Warren v. United States

Decision Date17 April 2023
Docket NumberCiv. 19-00232 JMS-WRP
PartiesJOHN DAVID WARREN, JR., AND LAURA WARREN, Individually, and as Guardians Ad Litem and Next Friends of Their Minor Children, D.G.W, A.J.W., J.D.W. III, and A.A.W., Plaintiffs, v. UNITED STATES OF AMERICA; HAWAII PACIFIC HEALTH, a Domestic Nonprofit Corporation; HAWAII PACIFIC HEALTH PARTNERS, INC., a Domestic Nonprofit Corporation; KAPIOLANI MEDICAL SPECIALISTS, a Domestic Tax Exempt Organization; and DEVIN PUAPONG, M.D., Defendants.
CourtU.S. District Court — District of Hawaii

PRELIMINARY FINDINGS OF FACT AND CONCLUSIONS OF LAW

J. MICHAEL SEABRIGHT, UNITED STATES DISTRICT JUDGE

I. INTRODUCTION-OVERVIEW

The court conducted a non-jury trial from August 2-12, 2022, in this medical malpractice action brought under the Federal Tort Claims Act (“FTCA”), 28 U.S.C. §§ 1346, 2671-80, by Plaintiffs John David Warren, Jr., and Laura Warren, individually and as guardians ad litem and next friends of their minor children, D.G.W., A.J.W., J.D.W. III, and A.A.W (collectively, Plaintiffs).
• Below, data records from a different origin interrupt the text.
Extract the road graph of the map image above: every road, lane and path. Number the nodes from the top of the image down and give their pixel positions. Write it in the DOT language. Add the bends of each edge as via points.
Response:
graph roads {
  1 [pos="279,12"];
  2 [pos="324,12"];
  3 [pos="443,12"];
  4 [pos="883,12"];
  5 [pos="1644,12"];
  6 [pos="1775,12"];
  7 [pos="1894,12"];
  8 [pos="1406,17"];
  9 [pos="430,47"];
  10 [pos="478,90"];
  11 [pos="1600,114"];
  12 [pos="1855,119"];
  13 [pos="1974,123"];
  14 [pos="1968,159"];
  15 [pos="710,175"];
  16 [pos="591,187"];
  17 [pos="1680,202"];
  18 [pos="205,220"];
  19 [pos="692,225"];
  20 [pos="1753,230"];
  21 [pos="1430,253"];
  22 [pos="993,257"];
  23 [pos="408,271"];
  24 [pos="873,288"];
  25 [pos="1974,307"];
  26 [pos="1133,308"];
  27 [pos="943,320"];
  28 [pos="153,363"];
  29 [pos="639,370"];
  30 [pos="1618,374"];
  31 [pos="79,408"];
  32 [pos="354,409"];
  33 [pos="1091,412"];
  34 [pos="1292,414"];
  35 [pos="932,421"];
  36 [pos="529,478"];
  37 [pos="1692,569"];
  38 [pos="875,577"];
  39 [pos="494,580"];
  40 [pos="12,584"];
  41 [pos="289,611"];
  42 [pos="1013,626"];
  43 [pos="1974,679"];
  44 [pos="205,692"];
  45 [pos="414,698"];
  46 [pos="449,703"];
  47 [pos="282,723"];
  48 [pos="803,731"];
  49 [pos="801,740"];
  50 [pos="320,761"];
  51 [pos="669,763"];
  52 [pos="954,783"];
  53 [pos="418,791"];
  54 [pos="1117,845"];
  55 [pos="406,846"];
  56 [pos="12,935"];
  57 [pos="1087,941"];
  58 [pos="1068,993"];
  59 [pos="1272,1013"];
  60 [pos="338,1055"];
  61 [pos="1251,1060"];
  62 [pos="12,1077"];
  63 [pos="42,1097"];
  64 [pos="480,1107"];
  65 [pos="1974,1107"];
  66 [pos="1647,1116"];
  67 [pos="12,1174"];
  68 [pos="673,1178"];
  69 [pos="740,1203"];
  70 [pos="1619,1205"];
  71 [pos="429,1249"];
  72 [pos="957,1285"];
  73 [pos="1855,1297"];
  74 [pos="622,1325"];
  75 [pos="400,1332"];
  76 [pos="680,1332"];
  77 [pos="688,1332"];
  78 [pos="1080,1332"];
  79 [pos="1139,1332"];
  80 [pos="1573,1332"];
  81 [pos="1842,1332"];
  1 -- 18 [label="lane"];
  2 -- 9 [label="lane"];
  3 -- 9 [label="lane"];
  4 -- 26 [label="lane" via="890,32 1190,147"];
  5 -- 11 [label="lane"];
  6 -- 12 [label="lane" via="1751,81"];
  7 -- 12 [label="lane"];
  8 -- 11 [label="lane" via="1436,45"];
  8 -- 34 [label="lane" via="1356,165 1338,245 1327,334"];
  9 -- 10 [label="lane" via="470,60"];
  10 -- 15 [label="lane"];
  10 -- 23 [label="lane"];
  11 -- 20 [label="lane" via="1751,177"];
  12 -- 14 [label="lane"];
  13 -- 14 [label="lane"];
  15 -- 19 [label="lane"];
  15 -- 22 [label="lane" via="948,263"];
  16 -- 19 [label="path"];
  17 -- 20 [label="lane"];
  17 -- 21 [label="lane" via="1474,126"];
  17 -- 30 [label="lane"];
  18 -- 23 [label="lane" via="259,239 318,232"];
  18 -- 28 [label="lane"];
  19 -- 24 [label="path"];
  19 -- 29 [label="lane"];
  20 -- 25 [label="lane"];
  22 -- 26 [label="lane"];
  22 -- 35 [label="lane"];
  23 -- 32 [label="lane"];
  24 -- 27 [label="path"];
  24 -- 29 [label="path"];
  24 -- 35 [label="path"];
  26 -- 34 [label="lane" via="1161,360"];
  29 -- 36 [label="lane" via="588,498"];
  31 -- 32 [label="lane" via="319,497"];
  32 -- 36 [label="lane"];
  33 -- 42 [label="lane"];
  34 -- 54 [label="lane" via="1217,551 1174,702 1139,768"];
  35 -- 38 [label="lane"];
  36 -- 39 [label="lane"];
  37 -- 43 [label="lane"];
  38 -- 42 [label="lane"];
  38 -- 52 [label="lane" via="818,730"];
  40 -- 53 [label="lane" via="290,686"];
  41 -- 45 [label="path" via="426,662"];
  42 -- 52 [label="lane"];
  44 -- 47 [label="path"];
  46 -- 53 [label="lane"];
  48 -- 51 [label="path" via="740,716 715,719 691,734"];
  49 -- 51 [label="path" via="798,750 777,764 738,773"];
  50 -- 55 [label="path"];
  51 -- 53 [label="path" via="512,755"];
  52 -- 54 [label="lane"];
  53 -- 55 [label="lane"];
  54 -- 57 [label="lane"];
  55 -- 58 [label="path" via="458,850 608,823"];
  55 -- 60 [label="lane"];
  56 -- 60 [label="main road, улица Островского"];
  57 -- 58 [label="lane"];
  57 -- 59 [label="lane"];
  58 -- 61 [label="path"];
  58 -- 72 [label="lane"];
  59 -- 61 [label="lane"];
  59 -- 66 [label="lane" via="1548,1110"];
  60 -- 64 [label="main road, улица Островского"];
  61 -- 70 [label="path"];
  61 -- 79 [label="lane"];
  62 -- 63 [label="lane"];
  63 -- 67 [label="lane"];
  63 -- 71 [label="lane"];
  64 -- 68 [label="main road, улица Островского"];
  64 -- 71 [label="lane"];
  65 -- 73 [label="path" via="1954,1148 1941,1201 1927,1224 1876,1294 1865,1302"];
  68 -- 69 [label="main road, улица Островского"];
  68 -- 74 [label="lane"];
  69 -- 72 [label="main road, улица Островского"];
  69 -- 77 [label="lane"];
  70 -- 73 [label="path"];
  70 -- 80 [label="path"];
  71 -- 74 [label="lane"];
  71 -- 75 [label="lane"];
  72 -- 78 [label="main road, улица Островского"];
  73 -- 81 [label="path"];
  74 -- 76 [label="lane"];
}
After a period for preparation of trial transcripts, the parties filed post-trial proposed Findings of Fact and Conclusions of Law (“FOFCOLs” or “Findings and Conclusions”). See ECF Nos. 440, 441. The court has reviewed those submissions and has analyzed and given considerable thought to the extensive evidentiary record and trial testimony, and now issues these Preliminary Findings and Conclusions under Federal Rule of Civil Procedure 52(a).[1]

The Findings and Conclusions are “preliminary” only to the degree that additional submissions are necessary-as was discussed with the parties during trial-as to calculations for the present value of amounts of damages found by the court, and for lost earning capacity. After considering those supplemental filings, the court will issue final Findings and Conclusions and direct the entry of judgment.

As detailed to follow, by a preponderance of the evidence, the court finds and concludes that the United States of America (“United States” or Defendant) is liable under Hawaii law applicable under the FTCA. As for D.G.W.,[2] the court finds general (non-economic) damages of $5,375,000.00 and special (economic) damages totaling $18,572,104.71. As for Laura Warren, the court finds general (non-economic) damages of $1,000,000.00, and special (economic) damages totaling $2,047,650.00 for past skilled care (whether provided by Laura or John Warren).[3] The court will also supplement these figures with additional damages for lost earning capacity, ranging from approximately $1.3 million to $3 million, depending on further Findings after new submissions. These figures are subject to application of Hawaii Revised Statutes (“HRS”) § 663-15.5, and supplemental briefing (and perhaps testimony) regarding present value and D.G.W.'s lost earning capacity.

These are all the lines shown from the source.